Getting away from the anecdotal evidence let’s look at some numbers. The panic-level numbers that have been in the press lately are global numbers from Netapplication. As I’ve pointed out before, I can’t drill into those without paying so I’m going to use Statcounter numbers instead. Statcounter paints a little rosier picture than Netapplication, with Windows XP continuing to be used by 18.6% of desktop computers on a worldwide basis as of February 2014. Sounds a lot better than the 29% that has been in the press, right? It is still too high though. And the methodology of both organizations have their flaws, but they both provide data that is useful. So let us drill in.
The truth about Windows XP usage is that looking at the situation globally gives a very distorted picture. Why? Well in China, where piracy was (and is) rampant Windows XP remains the leading operating system with 48.26% of the desktop OS market! This has a number of implications which I’ll get to in a moment, but the first is that Chinese usage of Windows XP is really distorting the global number.
Here in the United States Windows XP usage is reported as 10.93% by Statcounter. To put that in perspective, they report Mac OS X (all versions) usage as 18.07%. Since malware authors target large populations, and historically OS X has been targeted less because of relatively low usage compared to Windows, this suggests malware authors may actually start losing interest in Windows XP!

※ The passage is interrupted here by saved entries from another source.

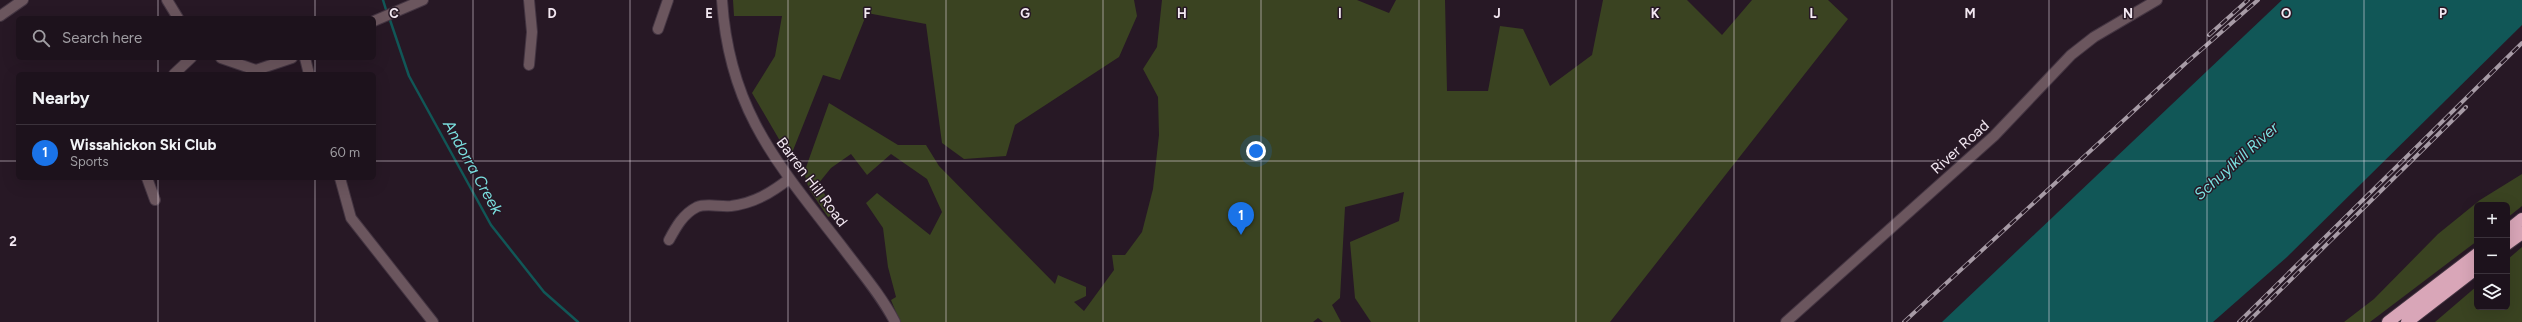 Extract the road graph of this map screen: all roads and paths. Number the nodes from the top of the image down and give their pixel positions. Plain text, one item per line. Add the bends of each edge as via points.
1 (24, 0) edge
2 (167, 0) edge
3 (423, 0) edge
4 (529, 0) edge
5 (668, 0) edge
6 (722, 0) edge
7 (2157, 0) edge
8 (0, 16) edge
9 (177, 16) edge
10 (376, 20) edge
11 (658, 29) dead end
12 (189, 60) edge
13 (227, 60) edge
14 (286, 60) edge
15 (306, 60) edge
16 (529, 65) dead end
17 (176, 72) edge
18 (309, 72) edge
19 (789, 179) junction
20 (148, 180) edge
21 (341, 180) edge
22 (155, 200) dead end
23 (2522, 220) edge
24 (2510, 229) edge
25 (2522, 233) edge
26 (669, 240) dead end
27 (2510, 242) edge
28 (2474, 256) edge
29 (2474, 270) edge
30 (433, 322) edge
31 (895, 322) edge
32 (1786, 322) edge
33 (2388, 322) edge
34 (2407, 322) edge

1 - 8 street
2 - 9 street
3 - 10 street
4 - 16 street via 532,32
5 - 11 street
6 - 19 street, Barren Hill Road via 726,45 737,82 758,131
7 - 32 street, River Road via 2094,37 2071,55 1994,136
12 - 17 street
13 - 14 street via 256,70
15 - 18 street
19 - 26 street via 766,196 750,202 730,206 698,206 682,218
19 - 31 street, Barren Hill Road via 881,297
20 - 22 street
21 - 30 street via 351,218
23 - 24 highway
25 - 27 highway
28 - 33 highway
29 - 34 highway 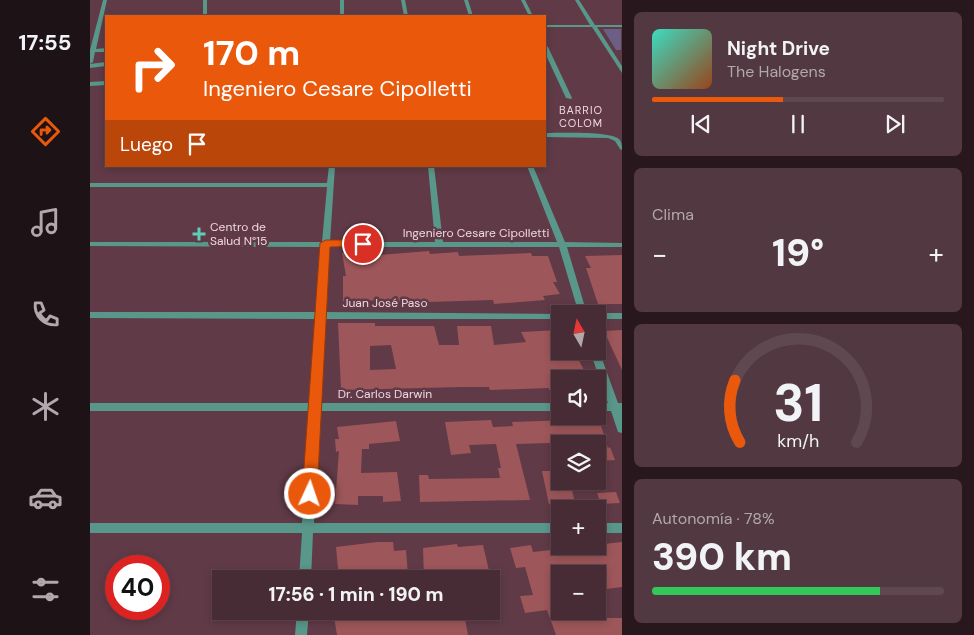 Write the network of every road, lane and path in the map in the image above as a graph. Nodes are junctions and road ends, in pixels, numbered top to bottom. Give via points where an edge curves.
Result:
1 (105, 0) edge
2 (205, 0) edge
3 (342, 0) edge
4 (403, 0) edge
5 (466, 0) edge
6 (523, 0) edge
7 (577, 0) edge
8 (205, 15) edge
9 (342, 15) edge
10 (406, 15) edge
11 (471, 15) edge
12 (530, 15) edge
13 (546, 26) edge
14 (594, 26) junction
15 (622, 26) edge
16 (546, 49) edge
17 (105, 50) edge
18 (92, 51) junction
19 (90, 64) edge
20 (105, 64) edge
21 (622, 71) edge
22 (105, 83) edge
23 (90, 84) edge
24 (569, 98) dead end
25 (546, 135) edge
26 (622, 148) edge
27 (332, 167) edge
28 (431, 167) edge
29 (530, 167) edge
30 (90, 185) edge
31 (330, 185) junction
32 (326, 243) junction
33 (90, 244) edge
34 (439, 244) junction
35 (562, 245) junction
36 (622, 245) edge
37 (580, 305) edge
38 (90, 315) edge
39 (320, 315) junction
40 (551, 316) edge
41 (606, 316) edge
42 (622, 316) edge
43 (600, 360) edge
44 (90, 406) edge
45 (314, 406) junction
46 (551, 407) edge
47 (618, 407) edge
48 (622, 428) edge
49 (90, 528) edge
50 (308, 528) junction
51 (551, 528) edge
52 (606, 528) edge
53 (622, 528) edge
54 (306, 570) edge
55 (302, 620) edge
56 (301, 635) edge

1 - 18 street via 98,17
2 - 8 street
3 - 9 street
4 - 10 street
5 - 11 street
6 - 12 street
7 - 14 street
13 - 14 street
14 - 15 street
14 - 21 street
16 - 24 street
17 - 18 street
18 - 19 street
19 - 20 street
22 - 23 street
25 - 26 street via 609,136
27 - 31 street
28 - 34 street
29 - 35 street
30 - 31 street
31 - 32 street
32 - 33 street, Ingeniero Cesare Cipolletti
32 - 34 street, Ingeniero Cesare Cipolletti
32 - 39 street
34 - 35 street, Ingeniero Cesare Cipolletti
35 - 36 street, Ingeniero Cesare Cipolletti
35 - 37 street
38 - 39 street, Juan José Paso
39 - 40 street, Juan José Paso
39 - 45 street
41 - 42 street
43 - 47 street
44 - 45 street, Dr. Carlos Darwin
45 - 46 street, Dr. Carlos Darwin
45 - 50 street
47 - 48 street
49 - 50 street
50 - 51 street
50 - 54 street
52 - 53 street
55 - 56 street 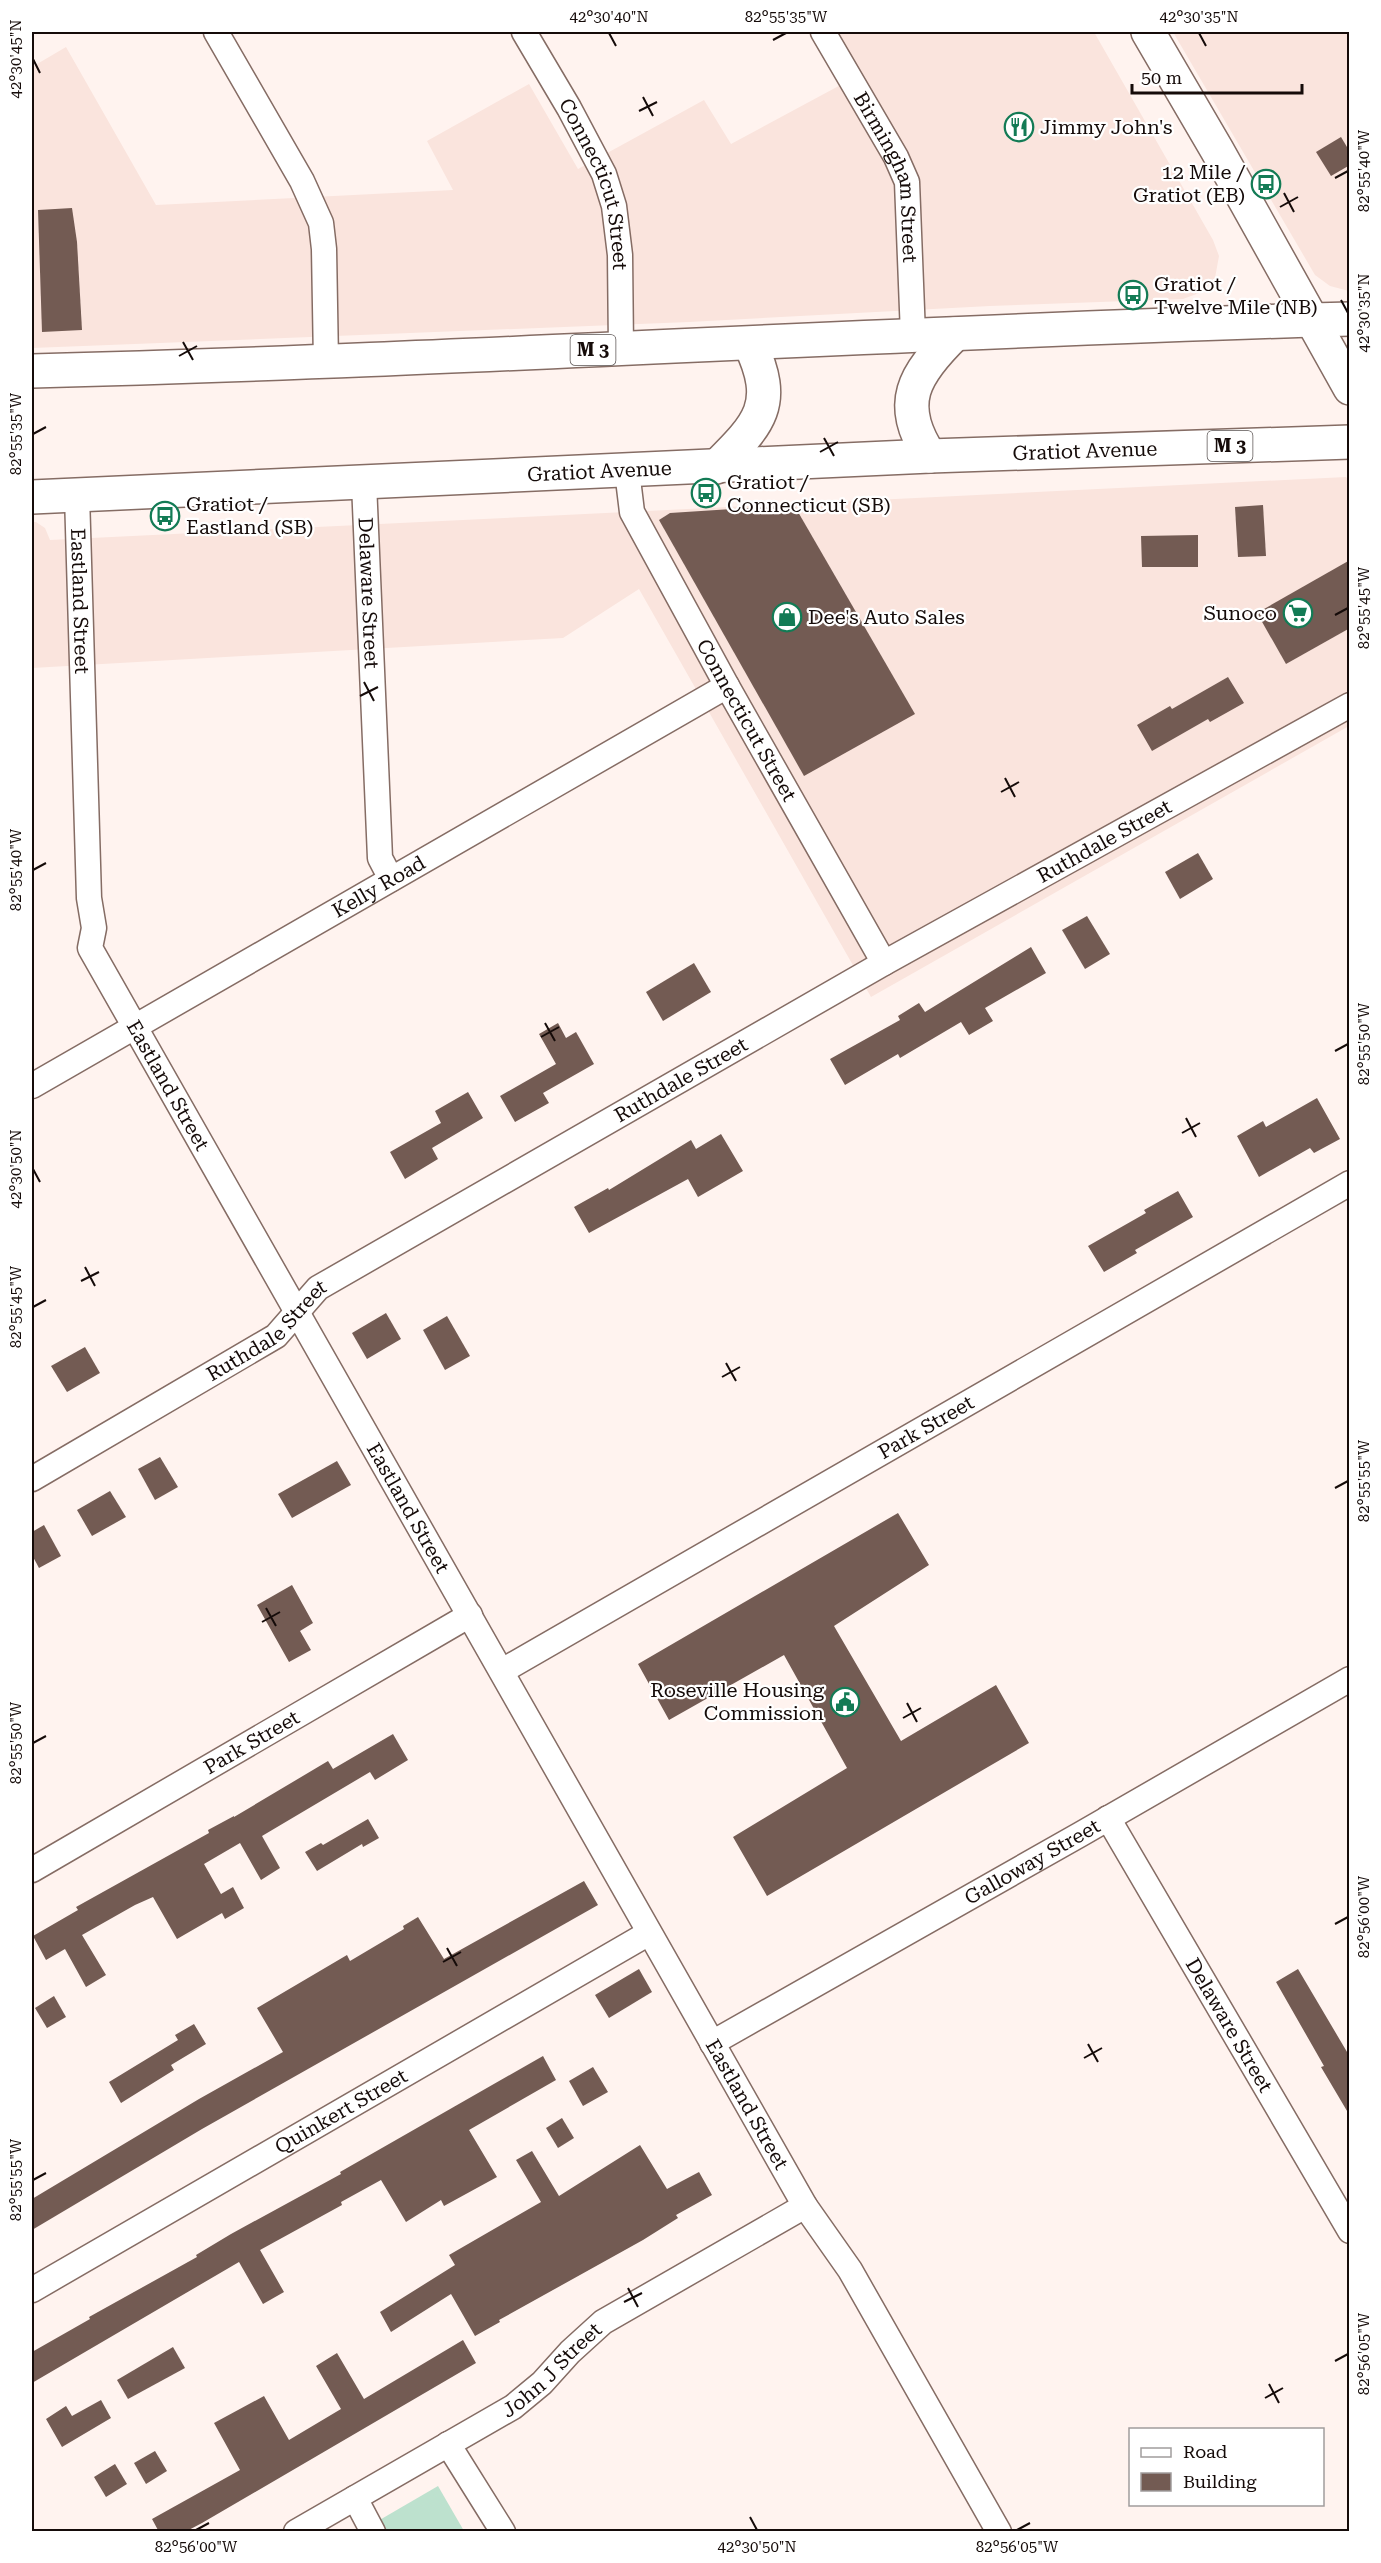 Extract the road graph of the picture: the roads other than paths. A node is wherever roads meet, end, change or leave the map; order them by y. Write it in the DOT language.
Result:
graph roads {
  1 [pos="216,32"];
  2 [pos="524,32"];
  3 [pos="822,32"];
  4 [pos="1148,32"];
  5 [pos="1350,319"];
  6 [pos="1313,320"];
  7 [pos="955,334"];
  8 [pos="913,335"];
  9 [pos="750,344"];
  10 [pos="621,349"];
  11 [pos="326,362"];
  12 [pos="32,371"];
  13 [pos="1350,388"];
  14 [pos="1350,442"];
  15 [pos="930,456"];
  16 [pos="716,467"];
  17 [pos="627,471"];
  18 [pos="364,483"];
  19 [pos="77,495"];
  20 [pos="32,497"];
  21 [pos="727,686"];
  22 [pos="1350,705"];
  23 [pos="392,879"];
  24 [pos="884,963"];
  25 [pos="134,1026"];
  26 [pos="32,1086"];
  27 [pos="1350,1183"];
  28 [pos="298,1312"];
  29 [pos="32,1479"];
  30 [pos="470,1615"];
  31 [pos="502,1671"];
  32 [pos="1350,1679"];
  33 [pos="1108,1818"];
  34 [pos="32,1870"];
  35 [pos="650,1933"];
  36 [pos="712,2043"];
  37 [pos="805,2206"];
  38 [pos="1350,2232"];
  39 [pos="32,2290"];
  40 [pos="448,2444"];
  41 [pos="355,2498"];
  42 [pos="296,2532"];
  43 [pos="373,2532"];
  44 [pos="503,2532"];
  45 [pos="999,2532"];
  1 -- 11 [label="street"];
  2 -- 10 [label="street, Connecticut Street"];
  3 -- 8 [label="street, Birmingham Street"];
  4 -- 6 [label="main road"];
  5 -- 6 [label="main road, M 3"];
  6 -- 7 [label="main road, M 3"];
  6 -- 13 [label="main road"];
  7 -- 8 [label="main road, M 3"];
  7 -- 15 [label="main road"];
  8 -- 9 [label="main road, M 3"];
  9 -- 10 [label="main road, M 3"];
  9 -- 16 [label="main road"];
  10 -- 11 [label="main road, M 3"];
  11 -- 12 [label="main road, M 3"];
  14 -- 15 [label="main road, Gratiot Avenue / M 3"];
  15 -- 16 [label="main road, Gratiot Avenue / M 3"];
  16 -- 17 [label="main road, Gratiot Avenue / M 3"];
  17 -- 18 [label="main road, Gratiot Avenue / M 3"];
  17 -- 21 [label="street, Connecticut Street"];
  18 -- 19 [label="main road, Gratiot Avenue / M 3"];
  18 -- 23 [label="street, Delaware Street"];
  19 -- 20 [label="main road, Gratiot Avenue / M 3"];
  19 -- 25 [label="street, Eastland Street"];
  21 -- 23 [label="street, Kelly Road"];
  21 -- 24 [label="street, Connecticut Street"];
  22 -- 24 [label="street, Ruthdale Street"];
  23 -- 25 [label="street, Kelly Road"];
  24 -- 28 [label="street, Ruthdale Street"];
  25 -- 26 [label="street, Kelly Road"];
  25 -- 28 [label="street, Eastland Street"];
  27 -- 31 [label="street, Park Street"];
  28 -- 29 [label="street, Ruthdale Street"];
  28 -- 30 [label="street, Eastland Street"];
  30 -- 31 [label="street, Eastland Street"];
  30 -- 34 [label="street, Park Street"];
  31 -- 35 [label="street, Eastland Street"];
  32 -- 33 [label="street, Galloway Street"];
  33 -- 36 [label="street, Galloway Street"];
  33 -- 38 [label="street, Delaware Street"];
  35 -- 36 [label="street, Eastland Street"];
  35 -- 39 [label="street, Quinkert Street"];
  36 -- 37 [label="street, Eastland Street"];
  37 -- 40 [label="street, John J Street"];
  37 -- 45 [label="street, Eastland Street"];
  40 -- 41 [label="street, John J Street"];
  40 -- 44 [label="street"];
  41 -- 42 [label="street, John J Street"];
  41 -- 43 [label="street"];
}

It may not happen immediately, but if Windows XP share continues to drift down over the year after support ends then not a lot of economically-driven hackers aren’t going to be wasting their time searching for new XP-specific vulnerabilities. Android, for example, has become a much juicier target. The exception will be those in the “Advanced Persistent Threat” world, where you might be looking to launch a targeted attack against an entity you know is still running XP. Think a Stuxnet-type attack. This is something the corporate and government worlds need to take very seriously, and continue to push to eliminate XP from their operations.
In any case, 10.69% is a lot better than the 29% headline number. In Australia XP usage is already down to 7.62%, and I imagine the U.S. will be there within a year. This starts to get us down into the noise range, at which point you basically declare mission accomplished. Europe is at 16.48%, which is surprisingly high. But individual countries are all over the map. The United Kingdom is at 8.53% while Poland is at 25%. As a general rule North and South America, Europe, and Oceana are below average while Asia and Africa are above average.
Now there are probably some people who are happy with half of computers in China still running Windows XP. The NSA is one of them. But on an overall basis this is a very disturbing situation. Western companies do a lot of business with China, and will now be sharing confidential information with entities running vulnerable systems. It also blunts my argument about economically focused hackers losing interest in XP. So with China, as well as other lingering high-usage countries, Microsoft and its ecosystem must retain their focus on migrating users off Windows XP.
Why is the situation in China so bad? I can think of two reasons. One of those is the high degree of software piracy in that country and the difficulties in engaging with owners of pirated software. Second may be the economic reality of a much higher percentage of systems not being capable of running Windows 7 and later combined with an inability to afford a replacement system. Similar factors may be impacting India (28.97%) and a number of other countries.
So what does all this mean? I’m not sure. In countries where Windows XP usage has dropped below 10% the situation moves from apocalyptic to problematic. But on a worldwide basis, with a global connected economy, the problem is as bad as ever. And it seems like no amount of effort by Microsoft, or other organizations, may drive down XP usage in places like China. Not even the end of support.